*What you should do*.
Each entry here is to be restated word for word.

*Stored data*.
-*-
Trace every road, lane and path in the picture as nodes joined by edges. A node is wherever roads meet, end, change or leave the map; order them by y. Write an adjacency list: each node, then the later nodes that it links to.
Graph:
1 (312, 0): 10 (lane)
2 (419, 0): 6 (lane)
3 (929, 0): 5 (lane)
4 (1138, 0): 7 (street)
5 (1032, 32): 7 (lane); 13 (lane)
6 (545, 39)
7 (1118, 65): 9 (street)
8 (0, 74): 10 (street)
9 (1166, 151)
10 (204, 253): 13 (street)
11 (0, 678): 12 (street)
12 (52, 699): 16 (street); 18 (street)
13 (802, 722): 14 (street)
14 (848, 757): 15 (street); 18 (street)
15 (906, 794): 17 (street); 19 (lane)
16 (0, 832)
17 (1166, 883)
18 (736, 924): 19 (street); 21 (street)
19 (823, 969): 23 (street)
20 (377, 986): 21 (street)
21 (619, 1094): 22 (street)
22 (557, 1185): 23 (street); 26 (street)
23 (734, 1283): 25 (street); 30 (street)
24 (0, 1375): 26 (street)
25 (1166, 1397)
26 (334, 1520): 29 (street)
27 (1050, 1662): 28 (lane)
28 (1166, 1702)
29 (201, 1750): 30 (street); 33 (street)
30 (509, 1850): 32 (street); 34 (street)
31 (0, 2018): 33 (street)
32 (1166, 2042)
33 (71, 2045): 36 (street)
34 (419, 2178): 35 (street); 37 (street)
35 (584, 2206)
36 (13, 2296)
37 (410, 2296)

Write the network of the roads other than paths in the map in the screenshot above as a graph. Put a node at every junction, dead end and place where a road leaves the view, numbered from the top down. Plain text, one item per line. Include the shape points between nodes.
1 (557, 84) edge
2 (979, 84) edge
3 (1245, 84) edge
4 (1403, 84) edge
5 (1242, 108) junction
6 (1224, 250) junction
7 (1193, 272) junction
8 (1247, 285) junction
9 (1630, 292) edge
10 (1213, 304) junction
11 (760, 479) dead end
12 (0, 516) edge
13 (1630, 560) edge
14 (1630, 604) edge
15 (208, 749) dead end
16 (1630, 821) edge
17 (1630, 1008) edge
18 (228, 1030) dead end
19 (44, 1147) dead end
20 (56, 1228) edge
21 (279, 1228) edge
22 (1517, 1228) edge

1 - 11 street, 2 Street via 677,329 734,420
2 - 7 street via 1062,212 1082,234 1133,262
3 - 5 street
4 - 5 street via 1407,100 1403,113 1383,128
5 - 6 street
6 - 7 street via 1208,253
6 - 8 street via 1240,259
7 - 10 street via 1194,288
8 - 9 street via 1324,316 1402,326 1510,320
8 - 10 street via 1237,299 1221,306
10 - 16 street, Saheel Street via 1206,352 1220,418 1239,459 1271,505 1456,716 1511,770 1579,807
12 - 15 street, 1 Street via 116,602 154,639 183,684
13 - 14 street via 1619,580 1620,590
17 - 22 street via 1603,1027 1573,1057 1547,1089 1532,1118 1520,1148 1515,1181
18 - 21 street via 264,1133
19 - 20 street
-*-
*Answer for this exercise*.
Trace every road, lane and path in the picture as nodes joined by edges. A node is wherever roads meet, end, change or leave the map; order them by y. Write an adjacency list: each node, then the later nodes that it links to.
Graph:
1 (312, 0): 10 (lane)
2 (419, 0): 6 (lane)
3 (929, 0): 5 (lane)
4 (1138, 0): 7 (street)
5 (1032, 32): 7 (lane); 13 (lane)
6 (545, 39)
7 (1118, 65): 9 (street)
8 (0, 74): 10 (street)
9 (1166, 151)
10 (204, 253): 13 (street)
11 (0, 678): 12 (street)
12 (52, 699): 16 (street); 18 (street)
13 (802, 722): 14 (street)
14 (848, 757): 15 (street); 18 (street)
15 (906, 794): 17 (street); 19 (lane)
16 (0, 832)
17 (1166, 883)
18 (736, 924): 19 (street); 21 (street)
19 (823, 969): 23 (street)
20 (377, 986): 21 (street)
21 (619, 1094): 22 (street)
22 (557, 1185): 23 (street); 26 (street)
23 (734, 1283): 25 (street); 30 (street)
24 (0, 1375): 26 (street)
25 (1166, 1397)
26 (334, 1520): 29 (street)
27 (1050, 1662): 28 (lane)
28 (1166, 1702)
29 (201, 1750): 30 (street); 33 (street)
30 (509, 1850): 32 (street); 34 (street)
31 (0, 2018): 33 (street)
32 (1166, 2042)
33 (71, 2045): 36 (street)
34 (419, 2178): 35 (street); 37 (street)
35 (584, 2206)
36 (13, 2296)
37 (410, 2296)

Write the network of the roads other than paths in the map in the screenshot above as a graph. Put a node at every junction, dead end and place where a road leaves the view, numbered from the top down. Plain text, one item per line. Include the shape points between nodes.
1 (557, 84) edge
2 (979, 84) edge
3 (1245, 84) edge
4 (1403, 84) edge
5 (1242, 108) junction
6 (1224, 250) junction
7 (1193, 272) junction
8 (1247, 285) junction
9 (1630, 292) edge
10 (1213, 304) junction
11 (760, 479) dead end
12 (0, 516) edge
13 (1630, 560) edge
14 (1630, 604) edge
15 (208, 749) dead end
16 (1630, 821) edge
17 (1630, 1008) edge
18 (228, 1030) dead end
19 (44, 1147) dead end
20 (56, 1228) edge
21 (279, 1228) edge
22 (1517, 1228) edge

1 - 11 street, 2 Street via 677,329 734,420
2 - 7 street via 1062,212 1082,234 1133,262
3 - 5 street
4 - 5 street via 1407,100 1403,113 1383,128
5 - 6 street
6 - 7 street via 1208,253
6 - 8 street via 1240,259
7 - 10 street via 1194,288
8 - 9 street via 1324,316 1402,326 1510,320
8 - 10 street via 1237,299 1221,306
10 - 16 street, Saheel Street via 1206,352 1220,418 1239,459 1271,505 1456,716 1511,770 1579,807
12 - 15 street, 1 Street via 116,602 154,639 183,684
13 - 14 street via 1619,580 1620,590
17 - 22 street via 1603,1027 1573,1057 1547,1089 1532,1118 1520,1148 1515,1181
18 - 21 street via 264,1133
19 - 20 street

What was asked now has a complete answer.